Sul21 – O Bolsonaro não deixa dúvidas sobre o posicionamento dele quando diz que o trabalhador vai ter que escolher entre ter todos os direitos e o emprego. Isso, de alguma forma, faz sentido? Qual é a consequência disso na prática?

VSS: Essa frase não faz nenhum sentido, ela revela um desconhecimento histórico impressionante. Veja só, o Direito que a gente tem hoje é o Direito Moderno, que é burguês. Burguês no sentido de que foi construído por uma classe social chamada de burguesia quando foram construídas as sociedades capitalistas. Então, o Direito que a gente tem hoje, não só do trabalho, civil também, serve para regular uma sociedade capitalista de produção, que é a nossa. Então, o Direito do Trabalho quando regula emprego é direito. Falar que ou tu tem direito ou tu tem emprego não é uma frase que seja nem real, porque a própria noção de emprego é uma noção juridicamente construída. Se não, o que tu tem é a escravidão, a servidão, são outras formas de exploração do trabalho, que foram superadas historicamente. Então, quando um presidente diz ‘escolha ter emprego ou ter direitos’, das duas coisas uma: ou ele não conhece a história ou não conhece os conceitos de direito e de emprego. As duas coisas separadas não existem. Ter emprego significa ter um conjunto mínimo de direitos, senão estaremos falando de escravidão ou servidão.

 

 

Sul21 – Te parece que, de fato, a Justiça do Trabalho e o Ministério Público do Trabalho estão ameaçados de serem extintos? Quais seriam as consequências?

VSS: Sem dúvida há, inclusive porque essa fala já foi feita, tanto pelo candidato agora eleito, quanto pelos que o cercam. Não é uma fala recente. A tentativa de eliminar a Justiça do Trabalho vem da década de 90. Só foi ultrapassada na década de 90 quando transferiu-se para a Justiça do Trabalho a incumbência de arrecadar contribuição previdenciária. Isso é uma coisa que há muito tempo vem sendo discutida, no meu sentir também por uma deficiência de reflexão sobre o processo histórico que nos leva a ter Justiça do Trabalho e MPT. Se nós examinarmos historicamente, tanto uma quanto outro servem para mediar o conflito entre capital e trabalho, inclusive para evitar que esse conflito tome proporções que sejam incapazes de serem moduladas pelo Estado.

O que eu quero dizer com isso em bom português: a Justiça do Trabalho serve para o capital, o MPT serve para o capital. Porque eles mantêm as coisas como estão, mas impõem limites, fiscalizam esses limites. E aí a construção dessa relação de exploração, porque na realidade é isso, né, a gente vive numa sociedade baseada na relação de exploração que talvez fosse intolerável na perspectiva humana.
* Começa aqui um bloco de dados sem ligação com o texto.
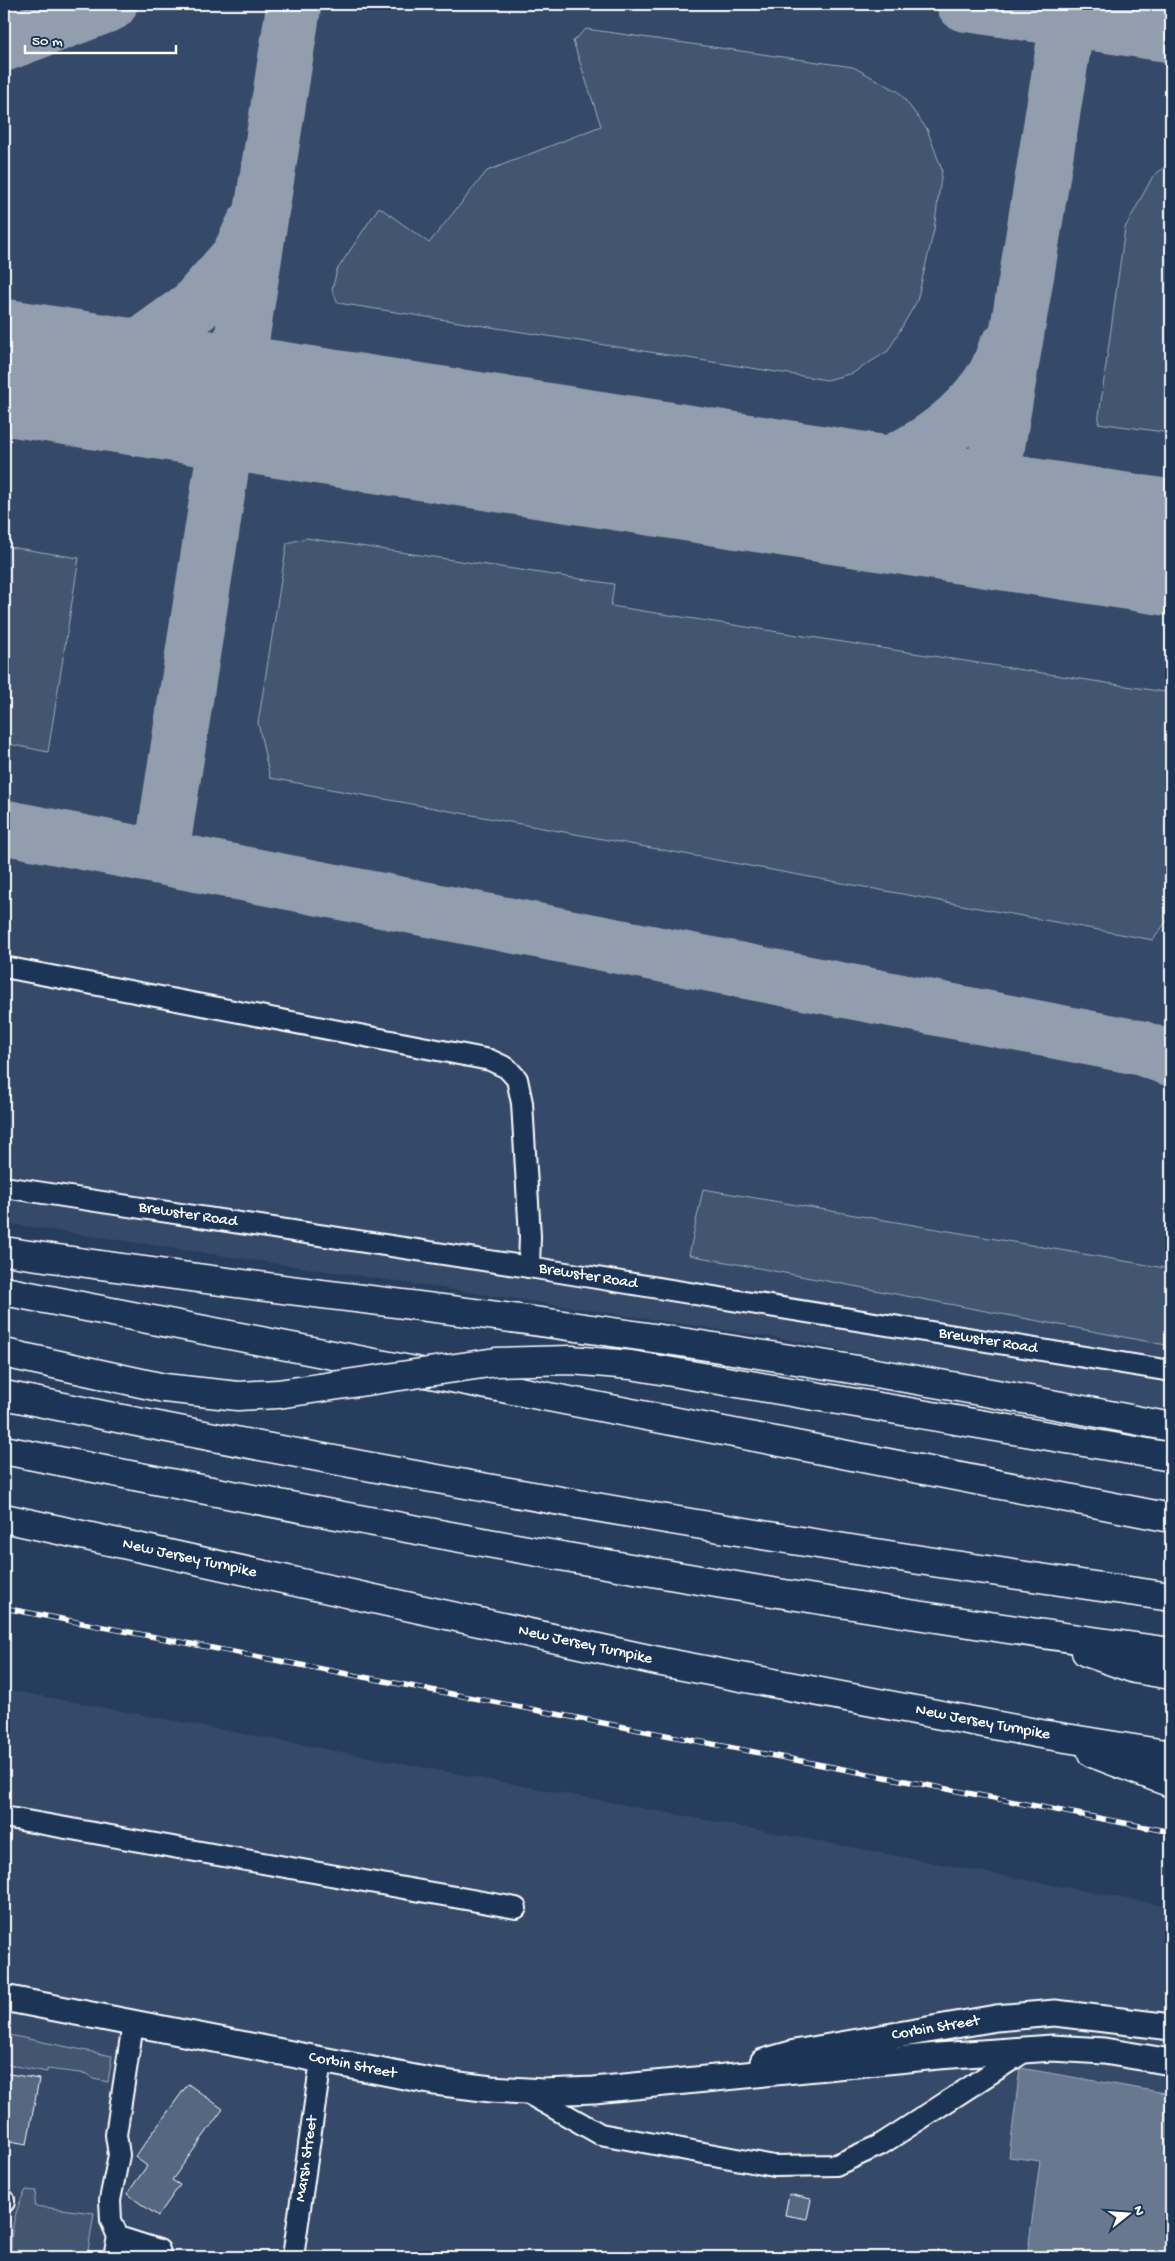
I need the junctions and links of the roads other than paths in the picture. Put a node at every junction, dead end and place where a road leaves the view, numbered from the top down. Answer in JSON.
{"nodes":[{"id":1,"x":4,"y":967,"type":"edge"},
{"id":2,"x":4,"y":1187,"type":"edge"},
{"id":3,"x":4,"y":1250,"type":"edge"},
{"id":4,"x":529,"y":1267,"type":"junction"},
{"id":5,"x":4,"y":1291,"type":"edge"},
{"id":6,"x":4,"y":1353,"type":"edge"},
{"id":7,"x":1171,"y":1371,"type":"edge"},
{"id":8,"x":4,"y":1395,"type":"edge"},
{"id":9,"x":1171,"y":1427,"type":"edge"},
{"id":10,"x":4,"y":1450,"type":"edge"},
{"id":11,"x":1171,"y":1456,"type":"edge"},
{"id":12,"x":4,"y":1518,"type":"edge"},
{"id":13,"x":1171,"y":1518,"type":"edge"},
{"id":14,"x":1171,"y":1597,"type":"edge"},
{"id":15,"x":1024,"y":1631,"type":"junction"},
{"id":16,"x":1171,"y":1652,"type":"edge"},
{"id":17,"x":1171,"y":1675,"type":"edge"},
{"id":18,"x":1042,"y":1734,"type":"junction"},
{"id":19,"x":1171,"y":1755,"type":"edge"},
{"id":20,"x":1171,"y":1783,"type":"edge"},
{"id":21,"x":4,"y":1817,"type":"edge"},
{"id":22,"x":516,"y":1908,"type":"dead end"},
{"id":23,"x":4,"y":1998,"type":"edge"},
{"id":24,"x":133,"y":2024,"type":"junction"},
{"id":25,"x":1171,"y":2027,"type":"edge"},
{"id":26,"x":1027,"y":2050,"type":"junction"},
{"id":27,"x":321,"y":2061,"type":"junction"},
{"id":28,"x":1171,"y":2062,"type":"edge"},
{"id":29,"x":705,"y":2079,"type":"junction"},
{"id":30,"x":524,"y":2091,"type":"junction"},
{"id":31,"x":118,"y":2238,"type":"junction"},
{"id":32,"x":114,"y":2257,"type":"edge"},
{"id":33,"x":160,"y":2257,"type":"edge"},
{"id":34,"x":293,"y":2257,"type":"edge"}],
"edges":[{"from":1,"to":4,"type":"street"},
{"from":2,"to":4,"type":"street","name":"Brewster Road"},
{"from":3,"to":9,"type":"highway"},
{"from":4,"to":7,"type":"street","name":"Brewster Road"},
{"from":5,"to":13,"type":"highway"},
{"from":6,"to":11,"type":"highway","bridge":true},
{"from":8,"to":14,"type":"highway"},
{"from":10,"to":15,"type":"highway"},
{"from":12,"to":18,"type":"highway","name":"New Jersey Turnpike"},
{"from":15,"to":16,"type":"highway"},
{"from":15,"to":17,"type":"highway"},
{"from":18,"to":19,"type":"highway","name":"New Jersey Turnpike"},
{"from":18,"to":20,"type":"highway"},
{"from":21,"to":22,"type":"street"},
{"from":23,"to":24,"type":"main road","name":"Corbin Street"},
{"from":24,"to":27,"type":"main road","name":"Corbin Street"},
{"from":24,"to":31,"type":"street"},
{"from":25,"to":29,"type":"main road","name":"Corbin Street"},
{"from":26,"to":28,"type":"main road","name":"Corbin Street"},
{"from":26,"to":29,"type":"main road","name":"Corbin Street"},
{"from":26,"to":30,"type":"street"},
{"from":27,"to":30,"type":"main road","name":"Corbin Street"},
{"from":27,"to":34,"type":"street","name":"Marsh Street"},
{"from":29,"to":30,"type":"main road","name":"Corbin Street"},
{"from":31,"to":32,"type":"street"},
{"from":31,"to":33,"type":"street"}]}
Se a gente para para pensar, como assim a gente tem que trabalhar oito horas por um salário de R$ 1 mil, senão não come, não mora, não vive? A gente nem questiona isso. O Direito do Trabalho não questiona, o MPT não questiona. Qual é a função deles? Fazer falar uma legislação, o Direito, que permita que existam empregos sob parâmetros que permitam que essa força de trabalho, inclusive, se reproduza fisicamente. Historicamente, é isso. Só tem direitos trabalhistas para o cara poder dormir, comer e continuar vendendo força de trabalho.
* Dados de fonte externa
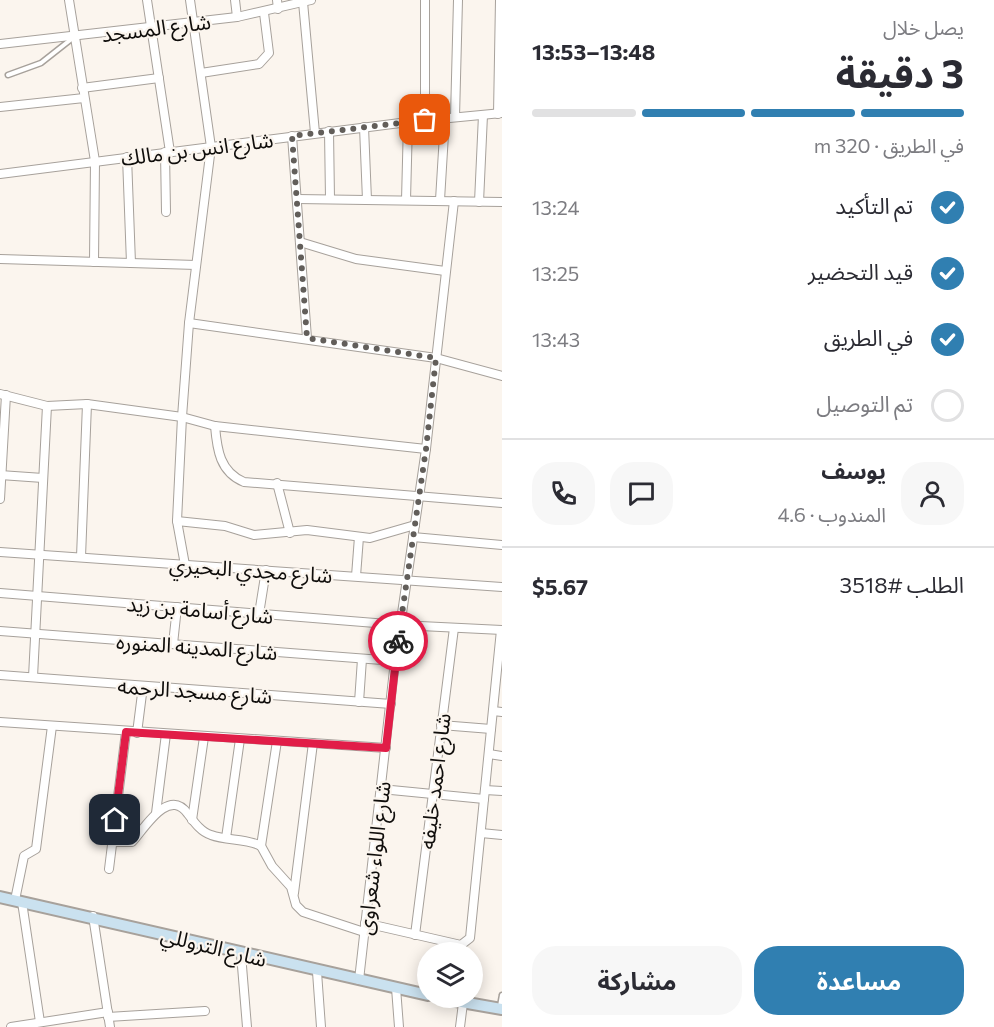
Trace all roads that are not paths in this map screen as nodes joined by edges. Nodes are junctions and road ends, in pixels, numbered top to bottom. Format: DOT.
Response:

Sem força de trabalho, não tem esse giro do sistema capitalista. Então, o que acontece numa realidade em que se elimina o Direito do Trabalho? A gente elimina o próprio sistema. Se a gente tivesse aqui discutindo, então daí a gente constrói possibilidades para além do sistema. Talvez seja um caminho, eu não acredito nesse caminho de fazer terra arrasada para construir um novo tipo de sociedade, mas não tenho dúvidas de que destruir essas instituições que, na verdade, mantêm o sistema sob contenção vai ser um tiro no pé para o próprio sistema. Acho que é uma possibilidade real, espero que não aconteça, mas vai ter que ter muita força de entidades e da sociedade para resistir a medidas como essa, porque, pelo que eu ouvi de quem vai ser o ministro da Economia, essa vai ser a prioridade absoluta no início do ano que vem. É realmente assustador.